The Pocahontas Moment

Most of my posts deal with current events, but as a historian, I want to highlight key moments in history. Today, for instance, is the anniversary of a special moment in American colonial history: the Powhatan princess Pocahontas married English settler John Rolfe in 1614.

Why is this so important? Pocahontas’s father, Chief Powhatan, had tried to wipe out the Jamestown settlement by starvation just four years earlier. The two cultures weren’t meshing well at all. But when Rolfe and Pocahontas married, the hostility and tension lessened considerably. Prior to the marriage, Pocahontas had been tutored in the Christian faith and accepted what she heard. She asked to be baptized.

This particular painting of the baptism of Pocahontas can be viewed in the Capitol Rotunda in Washington, DC. It’s a little idealized—those columns didn’t exist in colonial Jamestown—but it captures the spirit of the event. She even changed her name to Rebecca, which she considered a more appropriate Christian name.

The Virginia Company knew a good thing when it saw it, so Rebecca and family [she had a young son as well] were all packed and sent to England to show off the good work being accomplished in the New World. While in England, she had her portrait painted in proper English dress.
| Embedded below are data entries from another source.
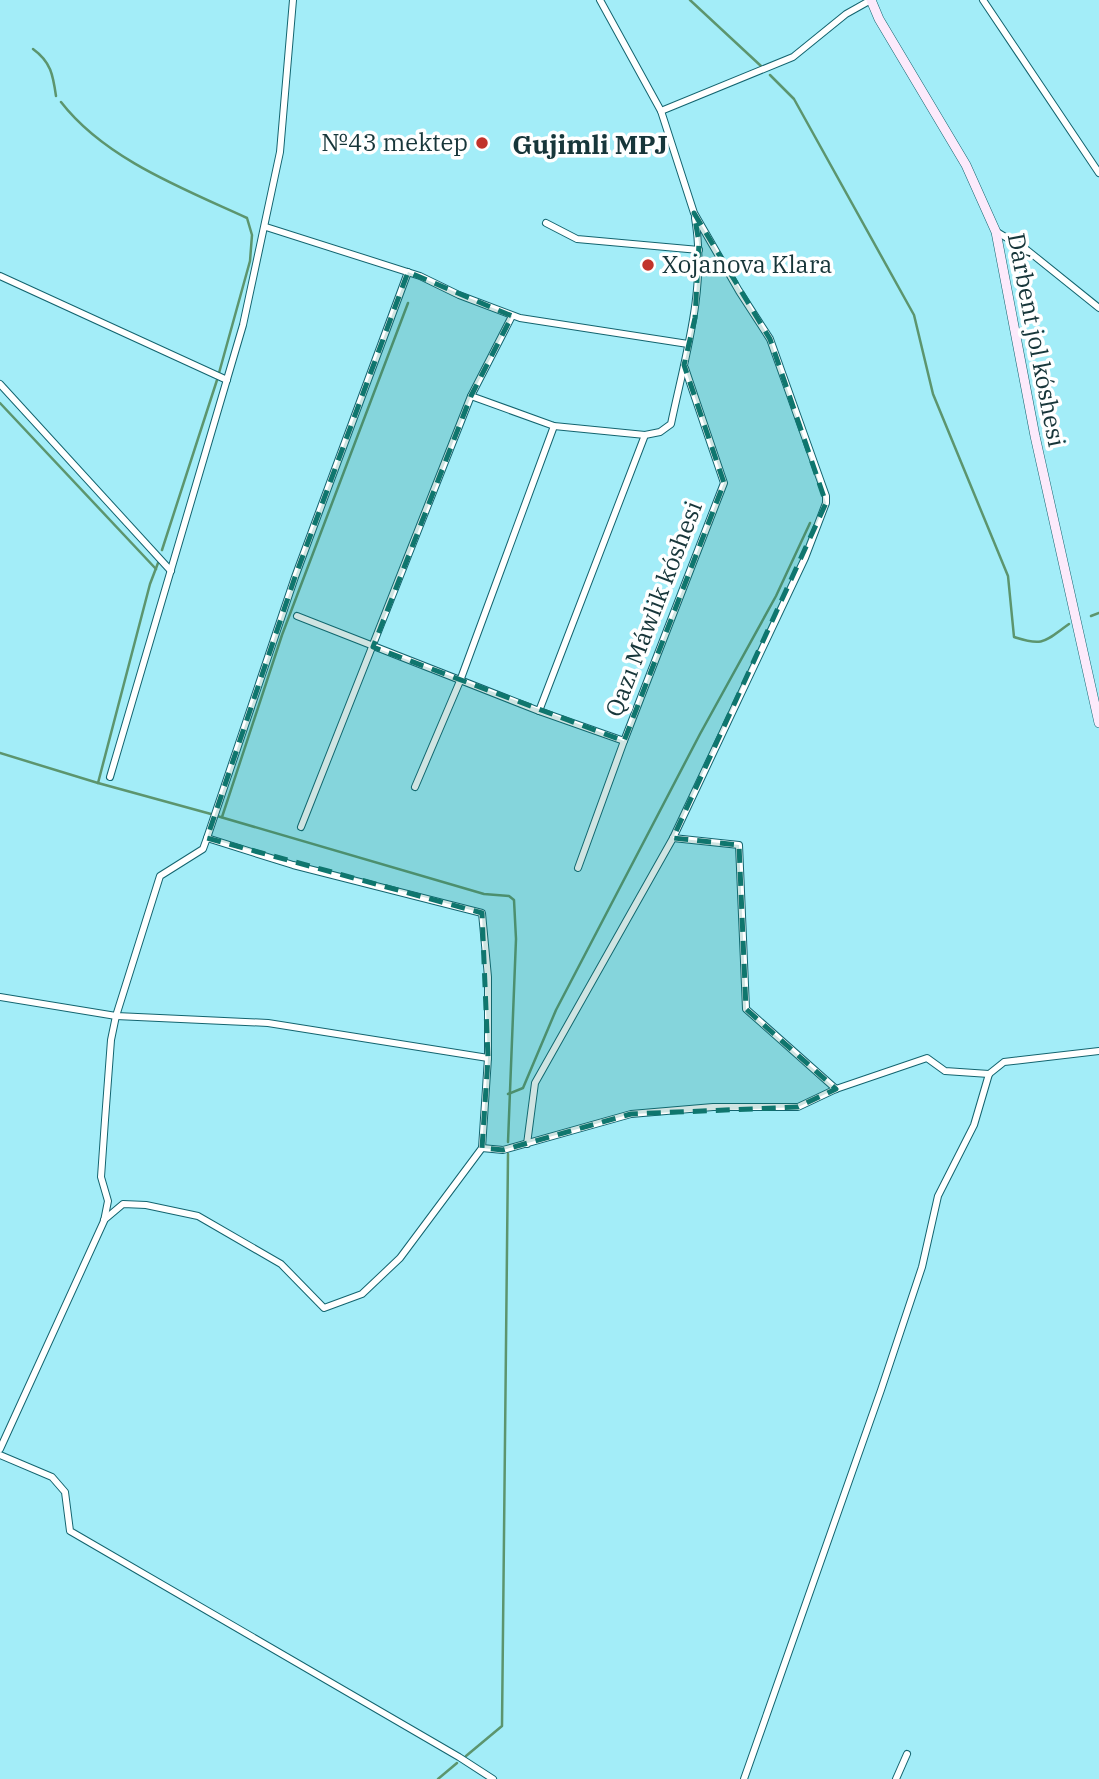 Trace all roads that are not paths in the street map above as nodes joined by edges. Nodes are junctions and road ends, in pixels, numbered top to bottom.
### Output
1 (293, 0) edge
2 (600, 0) edge
3 (871, 0) edge
4 (983, 0) edge
5 (662, 111) junction
6 (1099, 173) edge
7 (694, 213) junction
8 (546, 223) dead end
9 (266, 227) junction
10 (996, 232) junction
11 (699, 250) junction
12 (408, 272) junction
13 (0, 276) edge
14 (1099, 308) edge
15 (512, 316) junction
16 (688, 344) junction
17 (684, 365) junction
18 (227, 380) junction
19 (0, 384) edge
20 (471, 396) junction
21 (554, 426) junction
22 (645, 435) junction
23 (171, 571) junction
24 (297, 616) dead end
25 (373, 647) junction
26 (460, 681) junction
27 (539, 711) junction
28 (1099, 723) edge
29 (624, 741) junction
30 (110, 777) dead end
31 (415, 787) dead end
32 (301, 827) dead end
33 (207, 838) junction
34 (673, 838) junction
35 (578, 868) dead end
36 (0, 997) edge
37 (116, 1016) junction
38 (1099, 1051) edge
39 (488, 1058) junction
40 (989, 1074) junction
41 (836, 1089) junction
42 (527, 1144) junction
43 (482, 1147) junction
44 (103, 1221) junction
45 (0, 1449) edge
46 (0, 1455) edge
47 (906, 1754) dead end
48 (493, 1779) edge
49 (744, 1779) edge
50 (896, 1779) edge

1 - 9 street
2 - 5 street
3 - 5 street
3 - 10 main road, Dárbent jol kóshesi
4 - 6 street
5 - 7 street
7 - 11 street
7 - 34 street
8 - 11 street
9 - 12 street
9 - 18 street
10 - 14 street
10 - 28 main road, Dárbent jol kóshesi
11 - 16 street
12 - 15 street
12 - 33 street
13 - 18 street
15 - 16 street
15 - 20 street
16 - 17 street
17 - 22 street
17 - 29 street, Qazı Máwlik kóshesi
18 - 23 street
19 - 23 street
20 - 21 street
20 - 25 street
21 - 22 street
21 - 26 street
22 - 27 street
23 - 30 street
24 - 25 street
25 - 26 street
25 - 32 street
26 - 27 street
26 - 31 street
27 - 29 street
29 - 35 street, Qazı Máwlik kóshesi
33 - 37 street
33 - 39 street
34 - 41 street
34 - 42 street
36 - 37 street
37 - 39 street
37 - 44 street
38 - 40 street
39 - 43 street
40 - 41 street
40 - 49 street
41 - 42 street
42 - 43 street
43 - 44 street
44 - 45 street
46 - 48 street
47 - 50 street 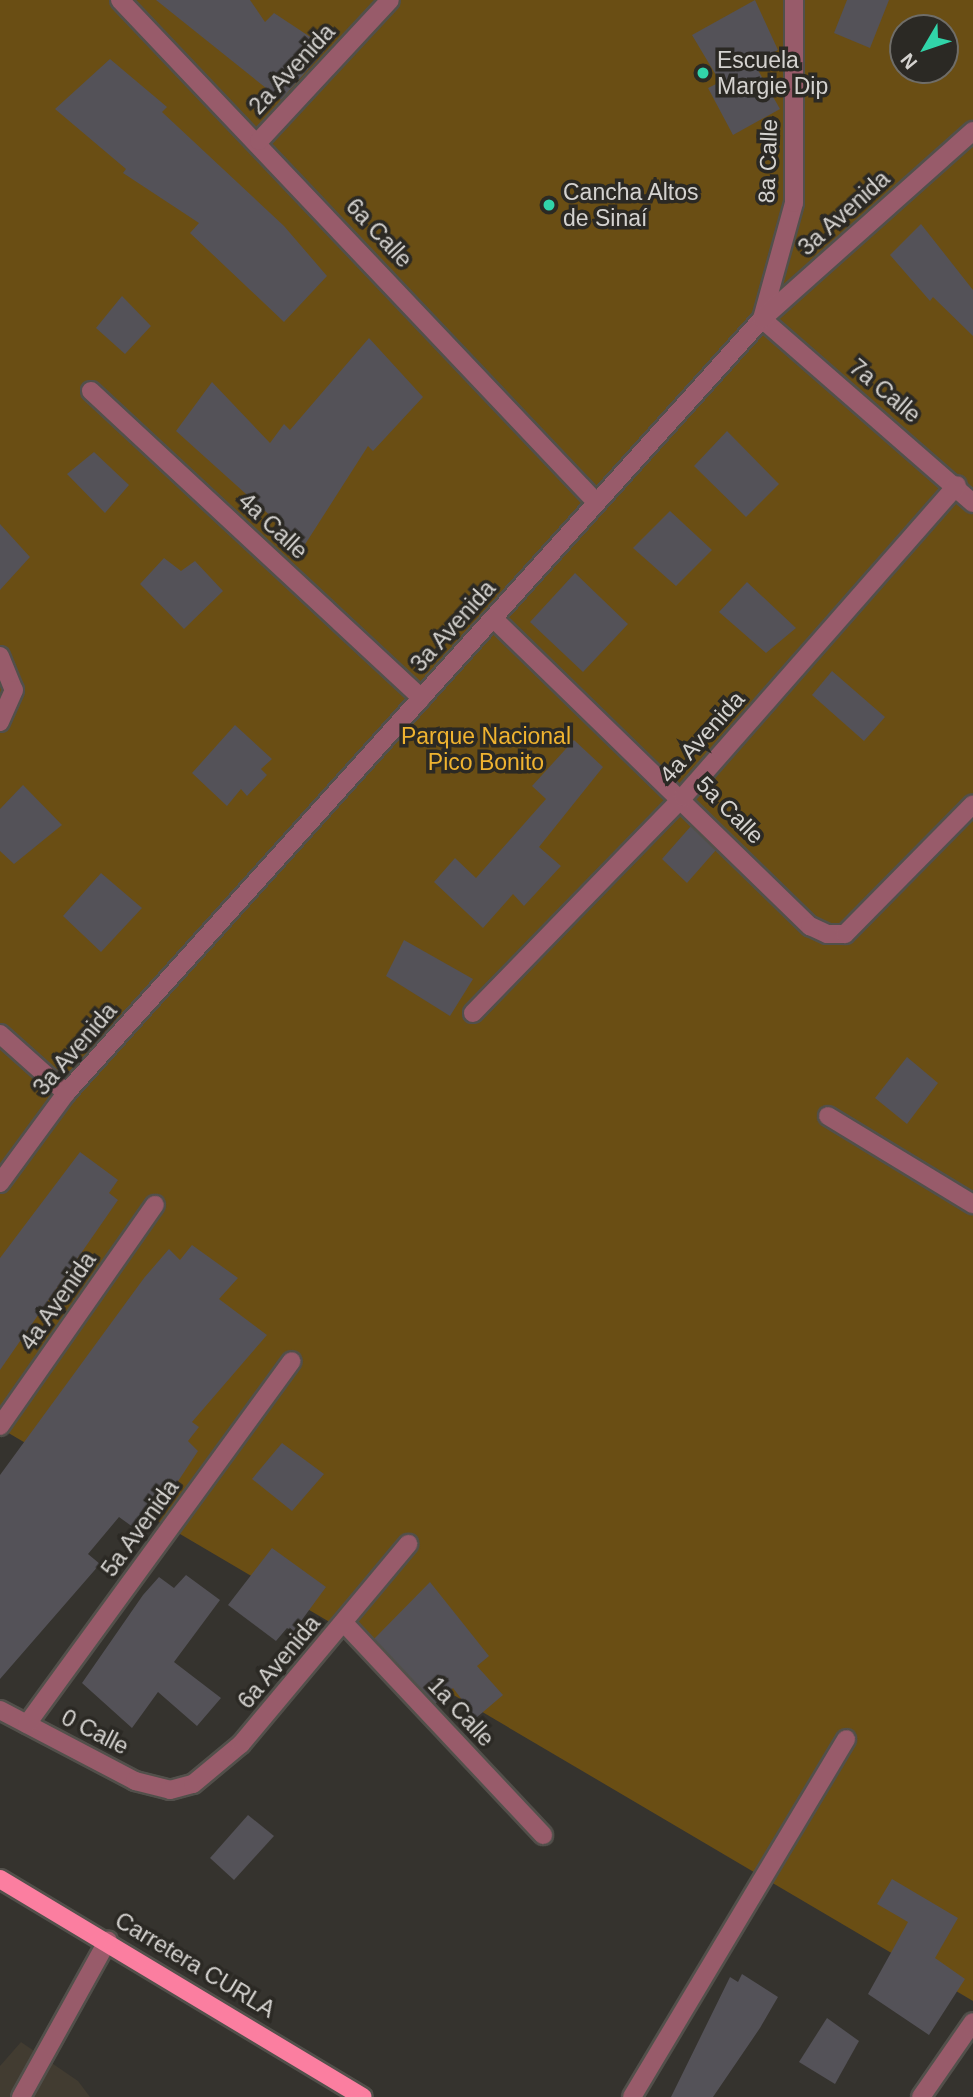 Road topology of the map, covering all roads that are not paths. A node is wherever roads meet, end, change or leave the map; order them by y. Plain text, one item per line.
1 (120, 0) edge
2 (390, 0) edge
3 (794, 0) edge
4 (973, 131) edge
5 (260, 141) junction
6 (762, 319) junction
7 (91, 391) dead end
8 (957, 485) junction
9 (597, 503) junction
10 (973, 503) edge
11 (494, 619) junction
12 (0, 656) edge
13 (421, 698) junction
14 (5, 715) edge
15 (683, 797) junction
16 (973, 804) edge
17 (473, 1013) dead end
18 (0, 1034) edge
19 (66, 1093) junction
20 (828, 1116) dead end
21 (0, 1183) edge
22 (155, 1205) dead end
23 (973, 1205) edge
24 (292, 1361) dead end
25 (0, 1426) edge
26 (408, 1544) dead end
27 (344, 1623) junction
28 (0, 1710) edge
29 (27, 1724) junction
30 (846, 1739) dead end
31 (170, 1790) joint
32 (543, 1835) dead end
33 (0, 1879) edge
34 (108, 1940) junction
35 (973, 2022) edge
36 (21, 2097) edge
37 (363, 2097) edge
38 (632, 2097) edge
39 (921, 2097) edge

1 - 5 street, 6a Calle
2 - 5 street, 2a Avenida
3 - 6 street, 8a Calle
4 - 6 street, 3a Avenida
5 - 9 street, 6a Calle
6 - 8 street, 7a Calle
6 - 9 street, 3a Avenida
7 - 13 street, 4a Calle
8 - 10 street, 7a Calle
8 - 15 street, 4a Avenida
9 - 11 street, 3a Avenida
11 - 13 street, 3a Avenida
11 - 15 street, 5a Calle
12 - 14 street
13 - 19 street, 3a Avenida
15 - 16 street, 5a Calle
15 - 17 street, 4a Avenida
18 - 19 street
19 - 21 street, 3a Avenida
20 - 23 street
22 - 25 street, 4a Avenida
24 - 29 street, 5a Avenida
26 - 27 street, 6a Avenida
27 - 31 street, 6a Avenida
27 - 32 street, 1a Calle
28 - 29 street, 0 Calle
29 - 31 street, 0 Calle
30 - 38 street
33 - 34 main road, Carretera CURLA
34 - 36 street
34 - 37 main road, Carretera CURLA
35 - 39 street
By all accounts, her conversion was genuine, as was her love of English culture. Unfortunately, before she could return to Virginia, she died of pneumonia. Only a few years later, the peace between the cultures deteriorated. In March of 1622, the natives rose up and tried to exterminate all the English in the Jamestown area. Though they failed in that attempt, any hope for the two cultures to live peaceably side by side disappeared.

But for a few special years, Pocahontas/Lady Rebecca was the cornerstone of good relations. She played a valuable role in early American history.